Reforma
eleitoral em discussão na Câmara tem dois temas que afetam capacidade
de o eleitor definir seus representantes, acusa editorial do Estadão:
O
direito ao voto é elemento essencial de um Estado Democrático de
Direito. Esse direito fundamental pode ser ameaçado não apenas pela
suspensão de uma eleição, por exemplo. Há muitas maneiras de distorcer a
expressão da vontade popular nas urnas. Em concreto, a reforma
eleitoral em discussão na Câmara tem dois temas que afetam diretamente a
capacidade de o eleitor definir livremente quem serão seus
representantes.
Há
a tentativa de voltar a permitir as coligações partidárias nas eleições
proporcionais. Trata-se de um claro retrocesso, cujo objetivo é revogar
uma das medidas mais positivas ocorridas nos últimos anos na legislação
eleitoral.
Antes
de 2017, era permitido que os partidos estabelecessem coligações nas
eleições proporcionais (deputado federal, deputado estadual e vereador),
o que fazia com que o voto num determinado candidato pudesse eleger
outro candidato, de outro partido, simplesmente em razão de uma
coligação entre as legendas. Nesse sistema, o eleitor não tem controle
sobre os efeitos do seu voto, o que traz problemas sérios em relação à
representação.
Perante
esse problema, o Congresso aprovou a Emenda Constitucional (EC)

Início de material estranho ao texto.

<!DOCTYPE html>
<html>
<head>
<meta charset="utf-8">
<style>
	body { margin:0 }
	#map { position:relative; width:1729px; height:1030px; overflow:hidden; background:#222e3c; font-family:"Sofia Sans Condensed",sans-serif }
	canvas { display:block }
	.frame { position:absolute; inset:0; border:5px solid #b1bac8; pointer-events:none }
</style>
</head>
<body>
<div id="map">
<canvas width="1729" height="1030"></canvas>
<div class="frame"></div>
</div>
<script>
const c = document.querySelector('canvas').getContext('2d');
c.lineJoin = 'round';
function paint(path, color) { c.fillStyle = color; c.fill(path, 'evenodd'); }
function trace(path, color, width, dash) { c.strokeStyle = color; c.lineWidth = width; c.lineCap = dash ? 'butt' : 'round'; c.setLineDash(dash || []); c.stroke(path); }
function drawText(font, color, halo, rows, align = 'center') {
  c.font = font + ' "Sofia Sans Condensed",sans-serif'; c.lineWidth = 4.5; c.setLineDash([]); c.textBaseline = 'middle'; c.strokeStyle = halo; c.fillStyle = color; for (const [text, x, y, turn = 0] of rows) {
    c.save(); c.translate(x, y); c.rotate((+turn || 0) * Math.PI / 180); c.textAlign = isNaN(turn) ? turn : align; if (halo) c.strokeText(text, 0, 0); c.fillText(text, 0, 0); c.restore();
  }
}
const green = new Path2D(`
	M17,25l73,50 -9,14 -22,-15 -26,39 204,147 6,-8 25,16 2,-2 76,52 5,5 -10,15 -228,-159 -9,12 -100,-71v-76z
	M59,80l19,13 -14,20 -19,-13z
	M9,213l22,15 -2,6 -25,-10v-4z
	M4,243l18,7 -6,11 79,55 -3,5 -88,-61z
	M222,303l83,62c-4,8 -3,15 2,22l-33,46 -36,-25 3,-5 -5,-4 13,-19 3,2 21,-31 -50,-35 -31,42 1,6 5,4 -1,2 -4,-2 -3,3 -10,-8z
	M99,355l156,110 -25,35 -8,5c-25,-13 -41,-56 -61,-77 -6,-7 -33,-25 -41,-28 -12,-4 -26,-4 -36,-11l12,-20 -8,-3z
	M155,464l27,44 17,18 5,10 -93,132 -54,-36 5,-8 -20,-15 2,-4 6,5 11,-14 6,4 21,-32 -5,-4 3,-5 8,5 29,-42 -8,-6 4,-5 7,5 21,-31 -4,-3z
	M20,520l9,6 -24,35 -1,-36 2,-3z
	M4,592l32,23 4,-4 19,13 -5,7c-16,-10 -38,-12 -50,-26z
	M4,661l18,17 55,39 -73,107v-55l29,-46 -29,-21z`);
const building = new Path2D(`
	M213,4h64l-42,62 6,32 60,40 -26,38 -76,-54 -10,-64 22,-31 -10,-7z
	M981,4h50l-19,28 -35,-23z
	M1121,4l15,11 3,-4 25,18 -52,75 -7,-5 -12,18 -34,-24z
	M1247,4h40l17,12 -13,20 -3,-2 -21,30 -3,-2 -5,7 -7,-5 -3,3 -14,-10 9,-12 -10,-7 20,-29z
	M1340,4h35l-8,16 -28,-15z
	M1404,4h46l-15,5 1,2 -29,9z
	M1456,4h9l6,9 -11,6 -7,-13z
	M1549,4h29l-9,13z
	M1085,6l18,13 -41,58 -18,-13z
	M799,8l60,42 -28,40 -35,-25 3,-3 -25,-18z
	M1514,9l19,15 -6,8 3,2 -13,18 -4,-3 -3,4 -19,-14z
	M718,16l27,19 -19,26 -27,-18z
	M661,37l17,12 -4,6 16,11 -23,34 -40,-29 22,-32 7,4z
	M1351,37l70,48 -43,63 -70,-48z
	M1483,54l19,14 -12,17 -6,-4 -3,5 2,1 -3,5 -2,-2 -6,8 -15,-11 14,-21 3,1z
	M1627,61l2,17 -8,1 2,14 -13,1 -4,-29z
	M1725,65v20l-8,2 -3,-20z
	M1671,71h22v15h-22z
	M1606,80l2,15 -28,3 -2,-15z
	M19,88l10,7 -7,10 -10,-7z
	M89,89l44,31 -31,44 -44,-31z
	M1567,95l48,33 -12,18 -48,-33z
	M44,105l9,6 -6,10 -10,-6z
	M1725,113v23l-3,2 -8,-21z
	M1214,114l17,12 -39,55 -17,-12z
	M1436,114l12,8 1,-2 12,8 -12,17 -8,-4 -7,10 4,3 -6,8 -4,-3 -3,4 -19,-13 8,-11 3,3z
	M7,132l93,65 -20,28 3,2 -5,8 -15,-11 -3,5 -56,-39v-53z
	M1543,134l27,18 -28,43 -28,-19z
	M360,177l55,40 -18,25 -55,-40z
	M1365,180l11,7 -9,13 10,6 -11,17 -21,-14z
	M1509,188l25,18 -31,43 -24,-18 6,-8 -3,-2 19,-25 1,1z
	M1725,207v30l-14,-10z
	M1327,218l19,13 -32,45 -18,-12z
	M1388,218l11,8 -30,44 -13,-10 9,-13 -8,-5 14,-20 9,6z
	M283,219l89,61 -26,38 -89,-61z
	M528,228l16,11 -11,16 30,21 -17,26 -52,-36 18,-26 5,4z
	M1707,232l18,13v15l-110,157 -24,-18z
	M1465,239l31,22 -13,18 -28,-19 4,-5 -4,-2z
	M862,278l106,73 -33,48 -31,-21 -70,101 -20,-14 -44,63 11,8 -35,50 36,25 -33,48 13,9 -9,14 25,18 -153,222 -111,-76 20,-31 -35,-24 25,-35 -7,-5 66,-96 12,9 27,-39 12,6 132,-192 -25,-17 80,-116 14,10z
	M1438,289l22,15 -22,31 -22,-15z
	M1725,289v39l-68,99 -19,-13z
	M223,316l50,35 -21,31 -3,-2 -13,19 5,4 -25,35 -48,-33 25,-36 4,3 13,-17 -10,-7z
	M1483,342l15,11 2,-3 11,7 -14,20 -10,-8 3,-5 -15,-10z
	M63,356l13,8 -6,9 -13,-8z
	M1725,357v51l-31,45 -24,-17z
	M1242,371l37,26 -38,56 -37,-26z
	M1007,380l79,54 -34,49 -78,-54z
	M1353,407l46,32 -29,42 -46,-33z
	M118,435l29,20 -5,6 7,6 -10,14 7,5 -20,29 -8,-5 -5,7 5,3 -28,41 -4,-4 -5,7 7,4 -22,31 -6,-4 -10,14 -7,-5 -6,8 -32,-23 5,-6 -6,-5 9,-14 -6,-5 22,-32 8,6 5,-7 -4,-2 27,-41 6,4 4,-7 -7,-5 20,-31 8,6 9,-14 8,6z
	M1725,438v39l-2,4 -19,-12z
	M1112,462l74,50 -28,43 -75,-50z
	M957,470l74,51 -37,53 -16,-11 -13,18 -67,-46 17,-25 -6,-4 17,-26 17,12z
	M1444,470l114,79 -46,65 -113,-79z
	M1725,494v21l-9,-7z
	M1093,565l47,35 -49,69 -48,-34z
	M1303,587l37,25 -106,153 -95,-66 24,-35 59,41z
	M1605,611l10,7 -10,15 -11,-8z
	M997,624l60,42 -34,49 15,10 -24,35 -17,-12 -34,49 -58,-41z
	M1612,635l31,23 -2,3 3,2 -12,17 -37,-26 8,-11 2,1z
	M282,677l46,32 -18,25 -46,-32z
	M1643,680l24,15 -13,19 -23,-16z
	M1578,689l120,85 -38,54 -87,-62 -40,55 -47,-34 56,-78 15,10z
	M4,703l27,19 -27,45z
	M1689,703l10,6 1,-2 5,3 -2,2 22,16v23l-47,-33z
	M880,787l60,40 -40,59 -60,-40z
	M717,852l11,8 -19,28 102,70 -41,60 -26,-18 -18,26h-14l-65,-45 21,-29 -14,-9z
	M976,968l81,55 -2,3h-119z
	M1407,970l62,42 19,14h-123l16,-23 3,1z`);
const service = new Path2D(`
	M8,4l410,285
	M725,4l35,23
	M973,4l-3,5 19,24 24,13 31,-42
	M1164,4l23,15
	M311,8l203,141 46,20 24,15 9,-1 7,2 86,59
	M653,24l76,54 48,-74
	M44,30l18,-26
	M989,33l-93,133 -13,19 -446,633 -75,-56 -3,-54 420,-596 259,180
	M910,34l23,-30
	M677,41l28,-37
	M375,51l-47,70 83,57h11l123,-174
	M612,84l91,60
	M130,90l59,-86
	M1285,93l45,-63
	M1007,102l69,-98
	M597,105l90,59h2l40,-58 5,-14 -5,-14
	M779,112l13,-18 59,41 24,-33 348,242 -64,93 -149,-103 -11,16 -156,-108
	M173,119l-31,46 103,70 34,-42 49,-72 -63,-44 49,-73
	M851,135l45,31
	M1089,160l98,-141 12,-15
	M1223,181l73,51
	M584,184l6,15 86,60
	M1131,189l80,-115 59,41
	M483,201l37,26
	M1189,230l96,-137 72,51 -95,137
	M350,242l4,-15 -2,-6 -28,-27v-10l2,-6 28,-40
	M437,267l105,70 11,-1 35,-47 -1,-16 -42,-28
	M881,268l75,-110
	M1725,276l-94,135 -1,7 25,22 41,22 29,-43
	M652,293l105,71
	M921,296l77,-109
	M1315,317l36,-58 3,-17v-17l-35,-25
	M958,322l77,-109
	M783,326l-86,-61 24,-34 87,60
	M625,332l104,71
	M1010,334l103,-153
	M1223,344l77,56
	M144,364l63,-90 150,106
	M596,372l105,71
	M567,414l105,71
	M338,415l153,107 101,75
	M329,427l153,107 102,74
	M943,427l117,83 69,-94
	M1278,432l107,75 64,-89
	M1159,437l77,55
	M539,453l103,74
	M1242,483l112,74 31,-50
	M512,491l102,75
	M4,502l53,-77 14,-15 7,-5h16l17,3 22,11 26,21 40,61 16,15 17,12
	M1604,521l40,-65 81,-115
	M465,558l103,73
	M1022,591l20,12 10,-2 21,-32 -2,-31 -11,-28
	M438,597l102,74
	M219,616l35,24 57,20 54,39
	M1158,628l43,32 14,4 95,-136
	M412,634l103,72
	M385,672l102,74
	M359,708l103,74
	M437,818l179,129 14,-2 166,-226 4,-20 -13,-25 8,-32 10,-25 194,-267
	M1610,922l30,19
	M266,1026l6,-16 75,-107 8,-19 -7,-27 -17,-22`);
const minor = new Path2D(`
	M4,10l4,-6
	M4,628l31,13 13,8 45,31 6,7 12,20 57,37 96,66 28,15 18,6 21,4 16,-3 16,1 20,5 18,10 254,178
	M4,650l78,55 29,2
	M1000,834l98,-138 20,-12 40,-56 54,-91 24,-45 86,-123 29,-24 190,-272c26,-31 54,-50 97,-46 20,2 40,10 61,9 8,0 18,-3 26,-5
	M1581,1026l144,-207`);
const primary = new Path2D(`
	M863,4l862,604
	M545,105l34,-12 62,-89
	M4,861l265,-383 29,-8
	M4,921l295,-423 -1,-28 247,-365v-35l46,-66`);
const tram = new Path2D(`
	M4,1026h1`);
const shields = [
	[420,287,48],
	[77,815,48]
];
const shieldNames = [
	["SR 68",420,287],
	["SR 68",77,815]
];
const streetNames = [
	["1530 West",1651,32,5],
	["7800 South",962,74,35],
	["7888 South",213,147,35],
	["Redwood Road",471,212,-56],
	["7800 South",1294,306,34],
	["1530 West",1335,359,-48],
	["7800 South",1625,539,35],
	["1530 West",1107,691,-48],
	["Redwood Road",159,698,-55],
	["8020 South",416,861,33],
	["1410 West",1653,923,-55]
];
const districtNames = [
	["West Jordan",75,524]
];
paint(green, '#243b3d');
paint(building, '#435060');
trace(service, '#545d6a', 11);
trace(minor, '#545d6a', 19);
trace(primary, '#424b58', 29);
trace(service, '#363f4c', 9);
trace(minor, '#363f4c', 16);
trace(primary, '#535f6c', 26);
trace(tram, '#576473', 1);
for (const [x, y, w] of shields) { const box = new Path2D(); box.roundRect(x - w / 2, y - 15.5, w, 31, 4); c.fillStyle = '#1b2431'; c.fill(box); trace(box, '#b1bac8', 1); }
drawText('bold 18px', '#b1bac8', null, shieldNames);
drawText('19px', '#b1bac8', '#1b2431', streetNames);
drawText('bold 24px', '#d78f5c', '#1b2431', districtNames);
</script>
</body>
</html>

97/2017, proibindo as coligações partidárias nas eleições proporcionais,
com vigência a partir de 2020. Foi uma importante conquista que, até o
momento, só foi aplicada nas eleições municipais do ano passado. Não faz
nenhum sentido que, antes mesmo de começar a produzir seus efeitos nas
esferas federal e estadual, a proibição das coligações seja revista.
Vale
lembrar que se trata de matéria constitucional, aprovada em 2017 por
mais de três quintos das duas Casas Legislativas, em dois turnos. A
pretensão de revisar agora a proibição das coligações partidárias em
eleições proporcionais manifesta descaso com a Constituição, que deve
dispor de um mínimo de estabilidade e perenidade, bem como com o próprio
Legislativo, que há pouco se debruçou sobre o tema e proferiu uma
decisão.
O segundo tema capaz de piorar a qualidade da representação refere-se à criação do chamado “distritão”.
Ressalta-se
que, apesar do nome, essa medida nada tem a ver com o voto distrital,
vigente em muitos países. No sistema distrital, há uma divisão do
território em pequenas circunscrições eleitorais, nas quais há apenas um
candidato por partido, permitindo uma melhor avaliação das propostas
partidárias e, por consequência, um melhor acompanhamento do candidato
eleito ao longo do mandato. O voto distrital aproxima o candidato do
eleitor e, com isso, contribui para diminuir o custo das campanhas
eleitorais.
Já
no “distritão” não se trata de aproximar o eleitor dos candidatos, e
sim de assegurar domínio político sobre determinado (e grande)
território. A estratégia não é nada sutil. Trata-se de implantar o
sistema de eleição majoritária em grandes circunscrições, chamando cada
Estado de distrito.
Com
isso, a representação partidária é desvalorizada. O “distritão”
beneficia os candidatos conhecidos, notadamente aqueles que já têm
mandato. Nessa nova dinâmica, ganham as personalidades do mundo do
entretenimento e os oligarcas da política, cujos nomes são facilmente
reconhecidos pelos eleitores. Saem ganhando também grupos que detêm
poder territorial – milícias, igrejas e coronéis.
O
“distritão”, para muitos, é uma manobra para assegurar a reeleição – ou
melhor, a perpetuidade – de chefes partidários e seus prepostos. Além
de prejudicar a sempre necessária renovação do Legislativo, esse sistema
avilta a democracia representativa, uma vez que os eleitos não
representam nada senão eles mesmos, em total desacordo com o regime
representativo inscrito na Constituição, com participação fundamental
dos partidos.
A
reforma política deve aperfeiçoar o sistema, e não piorá-lo. Coligações
em eleições proporcionais e “distritão” diminuem a liberdade do
eleitor, seja distorcendo a vontade expressa nas urnas, seja impondo um
sistema que apenas consolida o poder de alguns. A liberdade política dá
direito a escolher, e não simplesmente a obedecer.